Stored data entries:
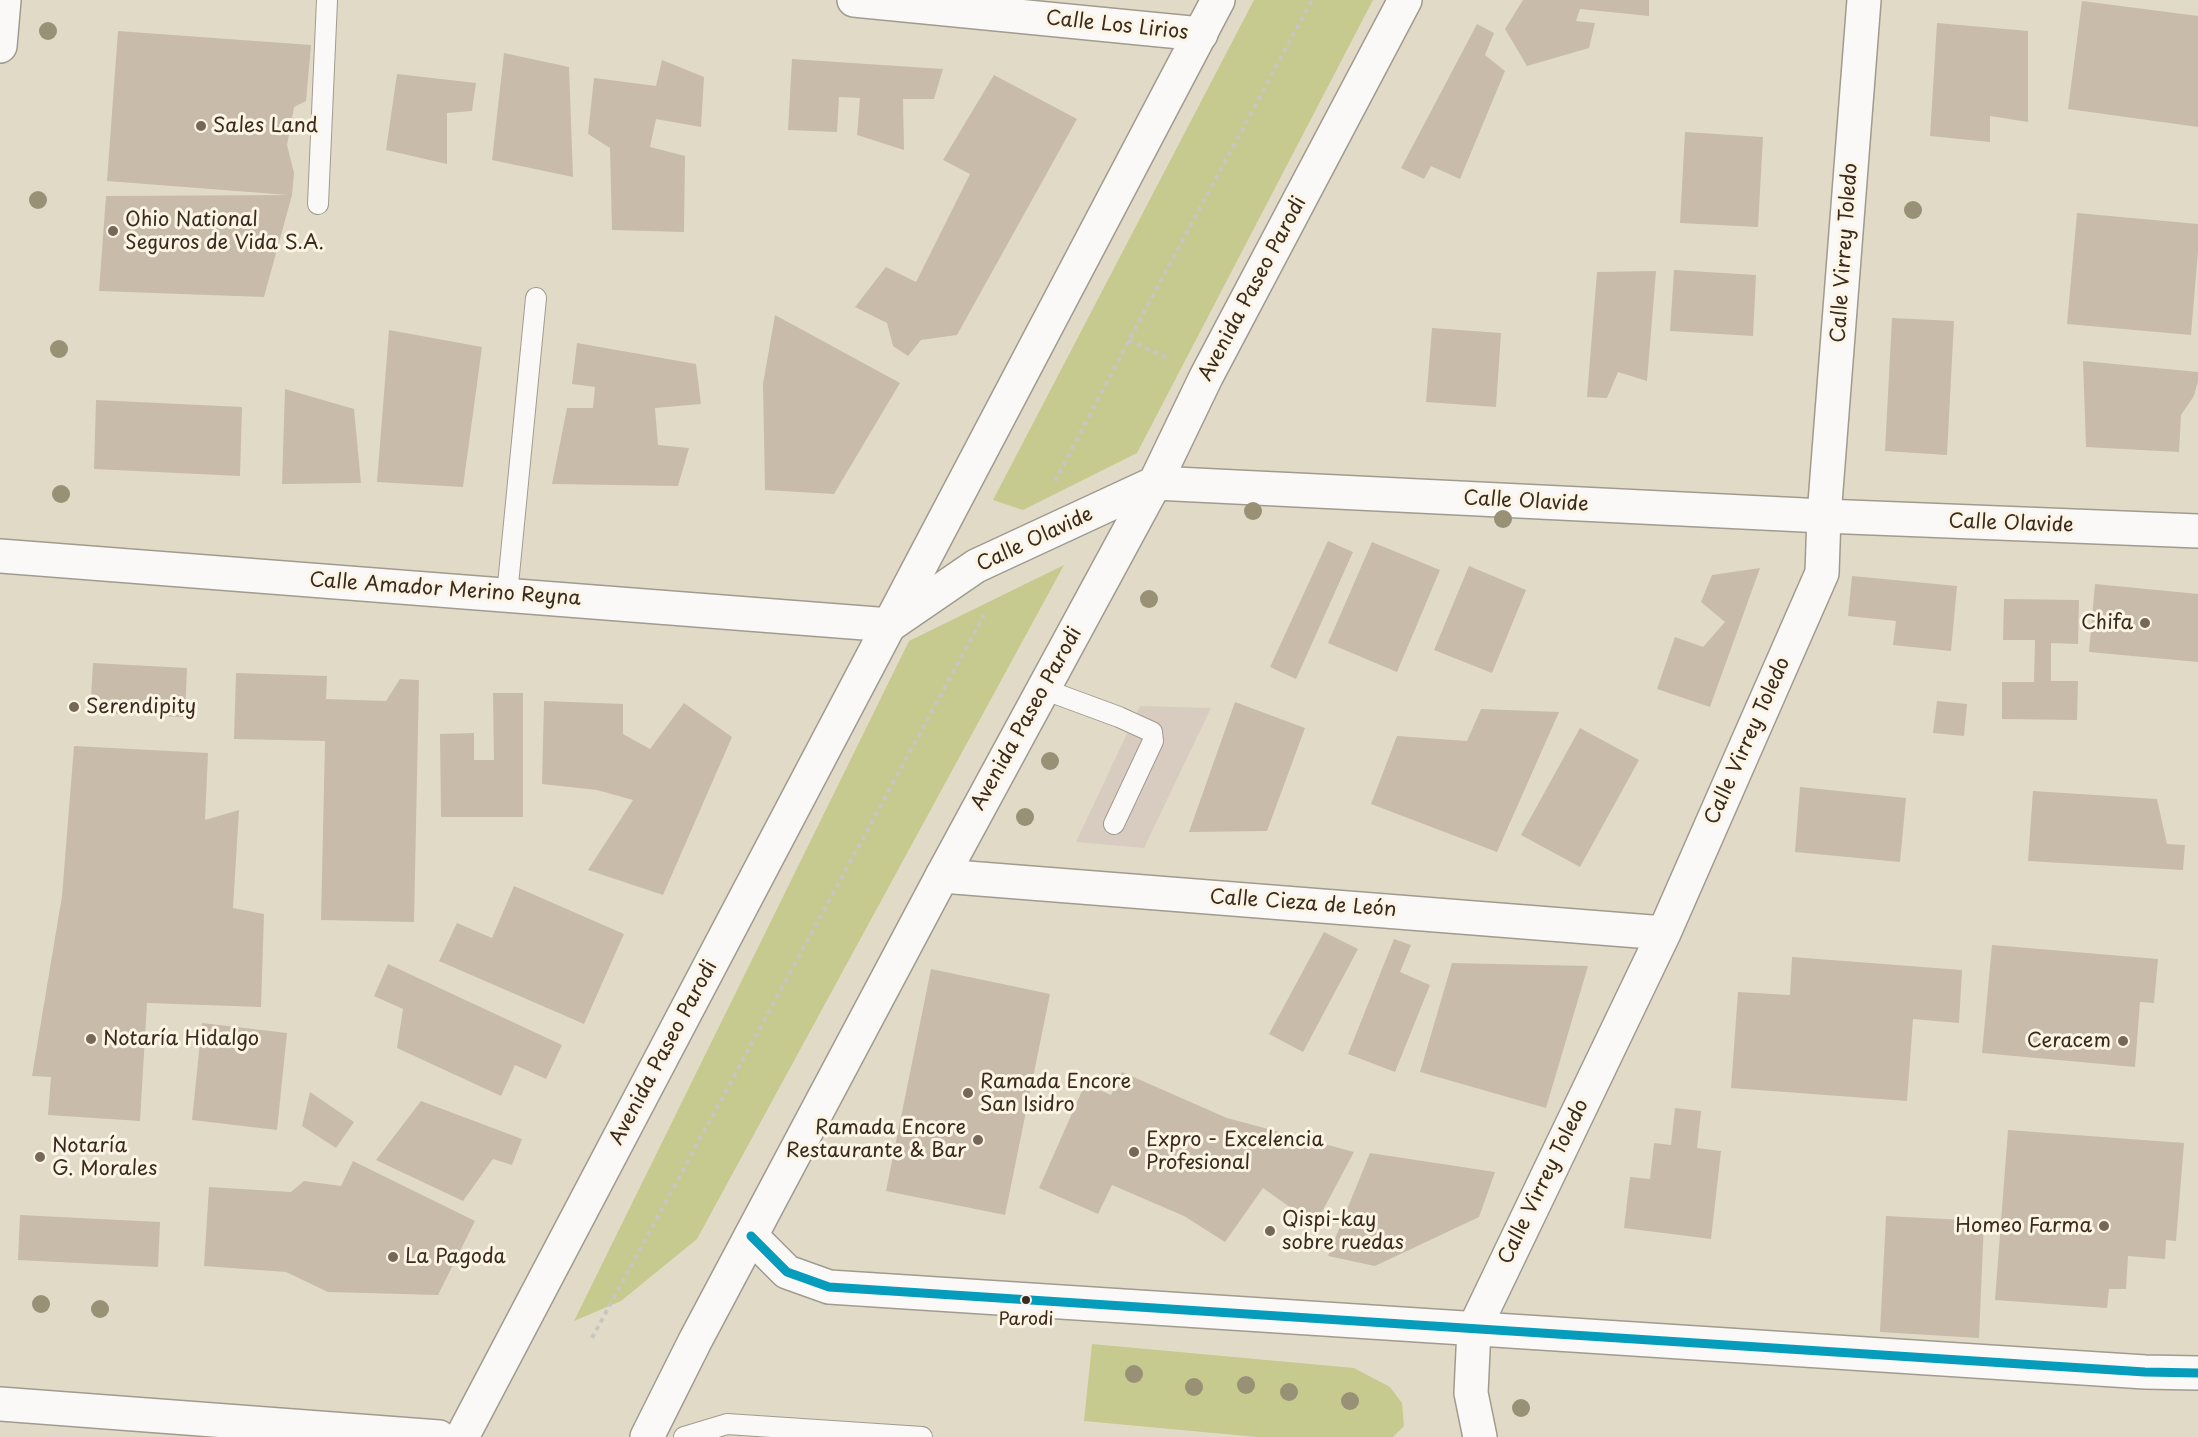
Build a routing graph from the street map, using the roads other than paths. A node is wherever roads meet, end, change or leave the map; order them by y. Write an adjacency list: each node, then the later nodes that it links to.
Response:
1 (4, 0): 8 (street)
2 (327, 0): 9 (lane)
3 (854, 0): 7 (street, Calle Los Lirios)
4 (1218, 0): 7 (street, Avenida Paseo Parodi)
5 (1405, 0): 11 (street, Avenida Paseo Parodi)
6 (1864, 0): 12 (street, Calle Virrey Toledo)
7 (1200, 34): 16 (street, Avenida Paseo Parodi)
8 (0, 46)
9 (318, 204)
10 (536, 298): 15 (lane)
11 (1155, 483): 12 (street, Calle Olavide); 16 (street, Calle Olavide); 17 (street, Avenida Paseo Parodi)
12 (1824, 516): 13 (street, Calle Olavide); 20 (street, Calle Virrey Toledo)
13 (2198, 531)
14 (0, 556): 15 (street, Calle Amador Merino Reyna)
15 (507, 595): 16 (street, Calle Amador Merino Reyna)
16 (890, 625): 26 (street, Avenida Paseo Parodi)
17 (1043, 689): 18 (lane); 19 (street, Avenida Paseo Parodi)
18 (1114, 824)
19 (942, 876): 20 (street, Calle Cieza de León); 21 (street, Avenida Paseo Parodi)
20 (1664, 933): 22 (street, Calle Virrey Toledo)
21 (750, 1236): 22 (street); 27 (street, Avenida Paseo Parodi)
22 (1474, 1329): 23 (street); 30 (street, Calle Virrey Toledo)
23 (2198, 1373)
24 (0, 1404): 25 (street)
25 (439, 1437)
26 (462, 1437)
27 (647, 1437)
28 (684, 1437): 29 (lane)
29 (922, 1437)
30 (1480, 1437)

Brief = Write out the records above exactly as they stand, leaving out every picture.

Answer space =
Build a routing graph from the street map, using the roads other than paths. A node is wherever roads meet, end, change or leave the map; order them by y. Write an adjacency list: each node, then the later nodes that it links to.
Response:
1 (4, 0): 8 (street)
2 (327, 0): 9 (lane)
3 (854, 0): 7 (street, Calle Los Lirios)
4 (1218, 0): 7 (street, Avenida Paseo Parodi)
5 (1405, 0): 11 (street, Avenida Paseo Parodi)
6 (1864, 0): 12 (street, Calle Virrey Toledo)
7 (1200, 34): 16 (street, Avenida Paseo Parodi)
8 (0, 46)
9 (318, 204)
10 (536, 298): 15 (lane)
11 (1155, 483): 12 (street, Calle Olavide); 16 (street, Calle Olavide); 17 (street, Avenida Paseo Parodi)
12 (1824, 516): 13 (street, Calle Olavide); 20 (street, Calle Virrey Toledo)
13 (2198, 531)
14 (0, 556): 15 (street, Calle Amador Merino Reyna)
15 (507, 595): 16 (street, Calle Amador Merino Reyna)
16 (890, 625): 26 (street, Avenida Paseo Parodi)
17 (1043, 689): 18 (lane); 19 (street, Avenida Paseo Parodi)
18 (1114, 824)
19 (942, 876): 20 (street, Calle Cieza de León); 21 (street, Avenida Paseo Parodi)
20 (1664, 933): 22 (street, Calle Virrey Toledo)
21 (750, 1236): 22 (street); 27 (street, Avenida Paseo Parodi)
22 (1474, 1329): 23 (street); 30 (street, Calle Virrey Toledo)
23 (2198, 1373)
24 (0, 1404): 25 (street)
25 (439, 1437)
26 (462, 1437)
27 (647, 1437)
28 (684, 1437): 29 (lane)
29 (922, 1437)
30 (1480, 1437)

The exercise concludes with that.